= 2025 Obuasi shooting =

The Obuasi Gold Mine Shooting was a fatal incident that occurred on January 19, 2025, at the AngloGold Ashanti gold mine in Obuasi, Ashanti Region, Ghana.

==Incident==
A dispute arose between Ghanaian soldiers and small-scale miners at the AngloGold Ashanti mine, resulting in the deaths of several individuals. The Ghana National Association of Small Scale Miners reported that nine unarmed people were killed and fourteen severely injured in the incident.

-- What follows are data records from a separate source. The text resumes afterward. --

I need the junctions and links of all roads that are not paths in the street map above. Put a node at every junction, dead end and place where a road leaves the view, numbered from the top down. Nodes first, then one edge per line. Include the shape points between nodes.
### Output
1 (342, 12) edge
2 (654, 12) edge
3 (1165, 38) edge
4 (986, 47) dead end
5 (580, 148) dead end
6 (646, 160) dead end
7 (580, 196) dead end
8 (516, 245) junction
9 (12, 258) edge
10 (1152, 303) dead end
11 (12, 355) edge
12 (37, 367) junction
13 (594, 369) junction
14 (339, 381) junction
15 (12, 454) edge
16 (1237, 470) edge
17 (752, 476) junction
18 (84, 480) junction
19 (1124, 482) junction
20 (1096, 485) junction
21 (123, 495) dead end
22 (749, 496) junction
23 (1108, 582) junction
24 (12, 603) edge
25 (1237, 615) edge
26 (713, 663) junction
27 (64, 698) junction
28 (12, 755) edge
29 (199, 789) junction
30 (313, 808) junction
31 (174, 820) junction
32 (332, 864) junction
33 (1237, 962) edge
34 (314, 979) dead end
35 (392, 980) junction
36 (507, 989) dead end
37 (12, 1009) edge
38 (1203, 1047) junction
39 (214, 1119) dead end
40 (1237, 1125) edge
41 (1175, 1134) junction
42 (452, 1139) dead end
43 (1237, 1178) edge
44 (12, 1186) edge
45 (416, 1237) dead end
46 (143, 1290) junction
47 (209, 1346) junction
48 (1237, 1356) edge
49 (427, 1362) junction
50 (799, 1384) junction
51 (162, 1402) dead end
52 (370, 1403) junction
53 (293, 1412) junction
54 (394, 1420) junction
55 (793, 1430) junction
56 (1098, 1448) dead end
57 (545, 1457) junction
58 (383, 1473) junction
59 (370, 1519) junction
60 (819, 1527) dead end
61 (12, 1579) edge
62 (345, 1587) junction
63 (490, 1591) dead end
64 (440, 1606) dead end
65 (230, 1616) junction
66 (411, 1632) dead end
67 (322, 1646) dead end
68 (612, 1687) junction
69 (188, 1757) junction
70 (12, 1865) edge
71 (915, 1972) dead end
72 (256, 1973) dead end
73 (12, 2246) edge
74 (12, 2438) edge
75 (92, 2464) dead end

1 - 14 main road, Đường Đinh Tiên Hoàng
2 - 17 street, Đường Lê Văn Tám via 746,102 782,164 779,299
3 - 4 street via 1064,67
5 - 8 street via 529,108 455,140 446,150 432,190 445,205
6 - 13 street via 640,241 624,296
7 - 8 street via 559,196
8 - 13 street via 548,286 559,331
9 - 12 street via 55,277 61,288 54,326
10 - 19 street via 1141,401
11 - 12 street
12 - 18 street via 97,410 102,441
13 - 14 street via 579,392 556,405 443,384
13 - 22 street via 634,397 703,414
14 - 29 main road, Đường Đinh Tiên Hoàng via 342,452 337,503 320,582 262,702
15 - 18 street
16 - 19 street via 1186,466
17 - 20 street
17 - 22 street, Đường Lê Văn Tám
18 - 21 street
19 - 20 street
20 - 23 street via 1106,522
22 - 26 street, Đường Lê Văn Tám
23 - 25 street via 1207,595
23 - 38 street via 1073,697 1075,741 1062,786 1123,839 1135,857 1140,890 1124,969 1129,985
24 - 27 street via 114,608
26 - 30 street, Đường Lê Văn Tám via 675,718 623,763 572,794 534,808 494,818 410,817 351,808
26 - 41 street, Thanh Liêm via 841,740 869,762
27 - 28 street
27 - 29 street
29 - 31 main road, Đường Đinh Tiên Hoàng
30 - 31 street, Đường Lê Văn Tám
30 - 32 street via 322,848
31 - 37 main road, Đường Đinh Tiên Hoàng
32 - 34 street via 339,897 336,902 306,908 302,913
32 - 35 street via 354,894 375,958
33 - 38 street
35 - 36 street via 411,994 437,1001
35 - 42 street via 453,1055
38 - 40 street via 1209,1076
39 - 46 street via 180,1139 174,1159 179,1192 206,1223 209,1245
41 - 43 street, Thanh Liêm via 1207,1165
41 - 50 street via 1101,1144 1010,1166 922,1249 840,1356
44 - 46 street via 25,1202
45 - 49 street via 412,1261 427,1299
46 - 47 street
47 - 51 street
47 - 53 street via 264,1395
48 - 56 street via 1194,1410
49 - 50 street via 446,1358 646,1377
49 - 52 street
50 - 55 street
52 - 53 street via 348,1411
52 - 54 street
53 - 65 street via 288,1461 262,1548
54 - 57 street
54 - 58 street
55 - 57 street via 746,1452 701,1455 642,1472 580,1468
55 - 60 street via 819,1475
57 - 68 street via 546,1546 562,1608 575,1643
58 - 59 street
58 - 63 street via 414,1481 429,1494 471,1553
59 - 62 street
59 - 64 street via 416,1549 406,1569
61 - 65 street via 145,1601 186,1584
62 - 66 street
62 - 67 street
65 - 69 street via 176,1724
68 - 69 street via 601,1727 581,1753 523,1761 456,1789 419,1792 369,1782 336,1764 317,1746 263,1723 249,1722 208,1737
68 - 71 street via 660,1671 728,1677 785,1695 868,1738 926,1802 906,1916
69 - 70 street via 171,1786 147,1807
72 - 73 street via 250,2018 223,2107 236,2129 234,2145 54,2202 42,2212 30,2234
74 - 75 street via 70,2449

However, the Ghana Armed Forces claimed that seven illegal miners were killed in a firefight after breaching the mine's security fence and firing on a military patrol.

==Reactions==
Kofi Adams, local chairman of the Ghana National Association of Small Scale Miners, described the incident as "unprecedented" and expressed difficulty understanding why the military had used lethal force. Ghana's President John Dramani Mahama ordered an immediate investigation into the incident, calling it "tragic". The government has also asked AngloGold Ashanti to cover the medical expenses of the injured and the cost of burials.

==Aftermath==
The incident has raised concerns about the use of force by the military and the treatment of small-scale miners in Ghana. The investigation ordered by President Mahama is ongoing, and the outcome is awaited.